▸ PROBLEM: Whenever a picture appears in the records, exclude it, and transcribe everything else exactly.

▸ DATA FOR THIS TASK:
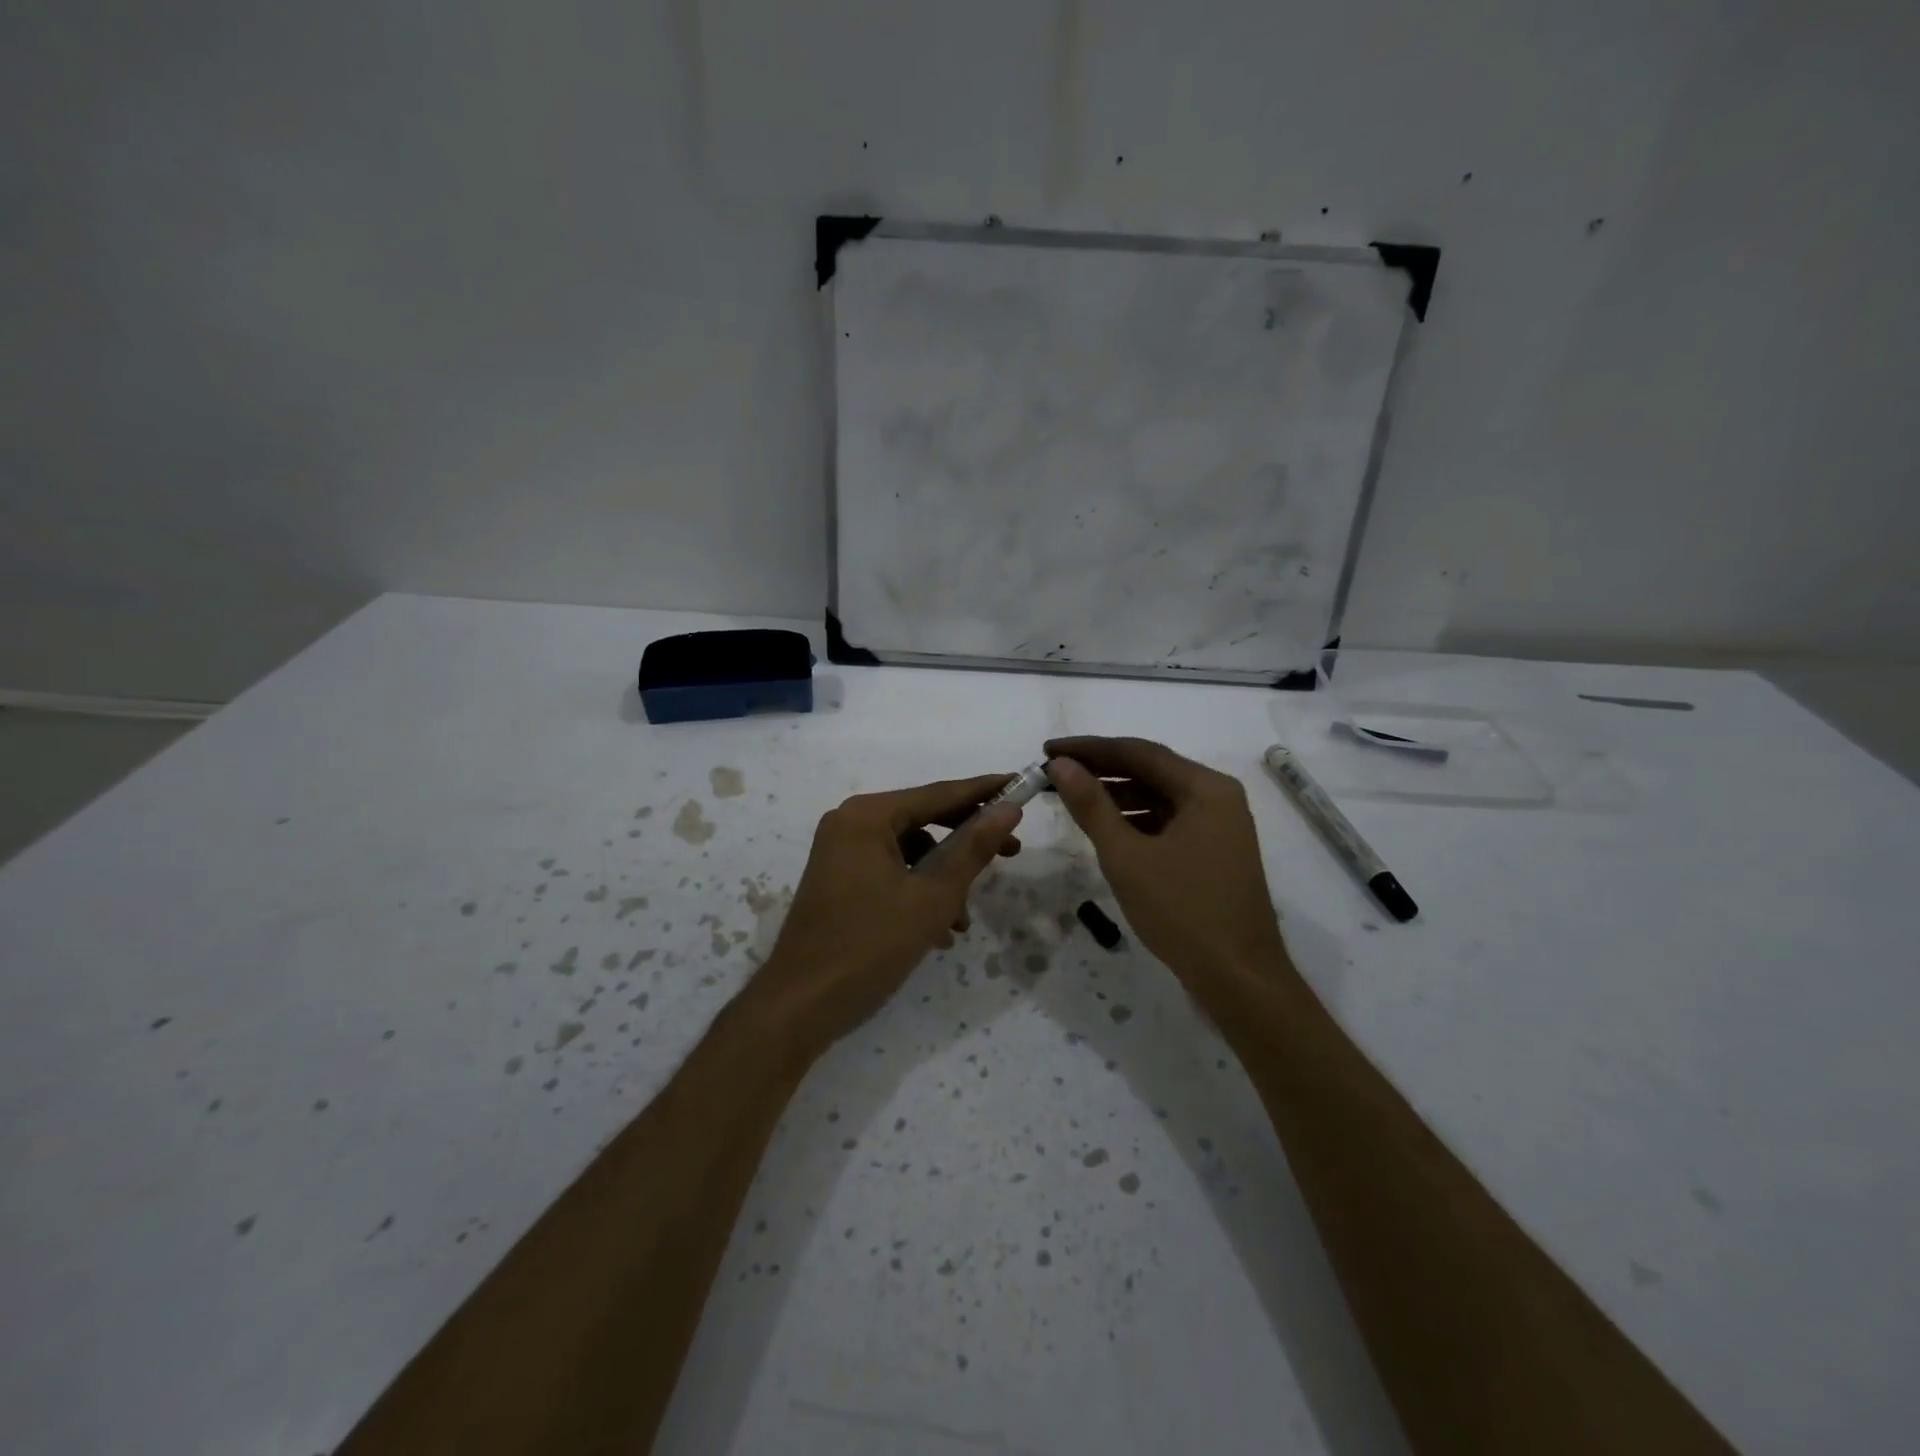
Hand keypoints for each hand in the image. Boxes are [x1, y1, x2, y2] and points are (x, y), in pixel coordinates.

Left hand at [749, 775, 1023, 1055]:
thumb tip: (1008, 809)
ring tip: (964, 920)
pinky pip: (890, 872)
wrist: (800, 1006)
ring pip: (910, 851)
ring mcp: (841, 852)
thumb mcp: (932, 897)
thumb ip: (973, 849)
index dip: (984, 791)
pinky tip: (939, 931)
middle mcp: (850, 823)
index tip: (1022, 784)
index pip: (938, 794)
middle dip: (966, 841)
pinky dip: (918, 892)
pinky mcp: (839, 880)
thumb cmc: (869, 945)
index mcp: (868, 816)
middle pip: (923, 819)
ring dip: (943, 878)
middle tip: (1012, 851)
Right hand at [1045, 737, 1286, 984]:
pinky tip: (1106, 828)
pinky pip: (1168, 822)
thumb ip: (1091, 805)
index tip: (1047, 750)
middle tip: (1054, 772)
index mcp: (1206, 788)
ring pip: (1159, 797)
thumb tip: (1061, 764)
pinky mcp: (1214, 852)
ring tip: (1071, 798)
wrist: (1239, 979)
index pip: (1138, 752)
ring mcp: (1220, 826)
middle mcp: (1218, 797)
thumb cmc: (1182, 911)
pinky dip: (1135, 820)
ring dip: (1116, 795)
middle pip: (1150, 770)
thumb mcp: (1127, 856)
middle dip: (1101, 770)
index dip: (1089, 749)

▸ TASK OUTPUT:
Hand keypoints for each hand in the image. Boxes are [x1, y1, x2, y2] and points are (x, y), in pixel coordinates.

Left hand at [749, 775, 1023, 1055]:
thumb tip: (1008, 809)
ring tip: (964, 920)
pinky pip: (890, 872)
wrist: (800, 1006)
ring pip: (910, 851)
ring mcp: (841, 852)
thumb mcp: (932, 897)
thumb ip: (973, 849)
index dip: (984, 791)
pinky tip: (939, 931)
middle mcp: (850, 823)
index tip: (1022, 784)
index pip: (938, 794)
middle dip: (966, 841)
pinky dip: (918, 892)
pinky mcp: (839, 880)
thumb cmc: (869, 945)
index mcp: (868, 816)
middle pip: (923, 819)
ring dip: (943, 878)
middle tip: (1012, 851)
Right hand at [1045, 737, 1286, 984]:
pinky tip: (1106, 828)
pinky pip: (1168, 822)
thumb ip: (1091, 805)
index tip: (1047, 750)
middle tip: (1054, 772)
index mcp: (1206, 788)
ring pip: (1159, 797)
thumb tip: (1061, 764)
pinky mcp: (1214, 852)
ring tip: (1071, 798)
wrist: (1239, 979)
index pip: (1138, 752)
ring mcp: (1220, 826)
middle mcp: (1218, 797)
thumb cmc: (1182, 911)
pinky dip: (1135, 820)
ring dip: (1116, 795)
middle pip: (1150, 770)
thumb mcp: (1127, 856)
middle dip: (1101, 770)
index dip: (1089, 749)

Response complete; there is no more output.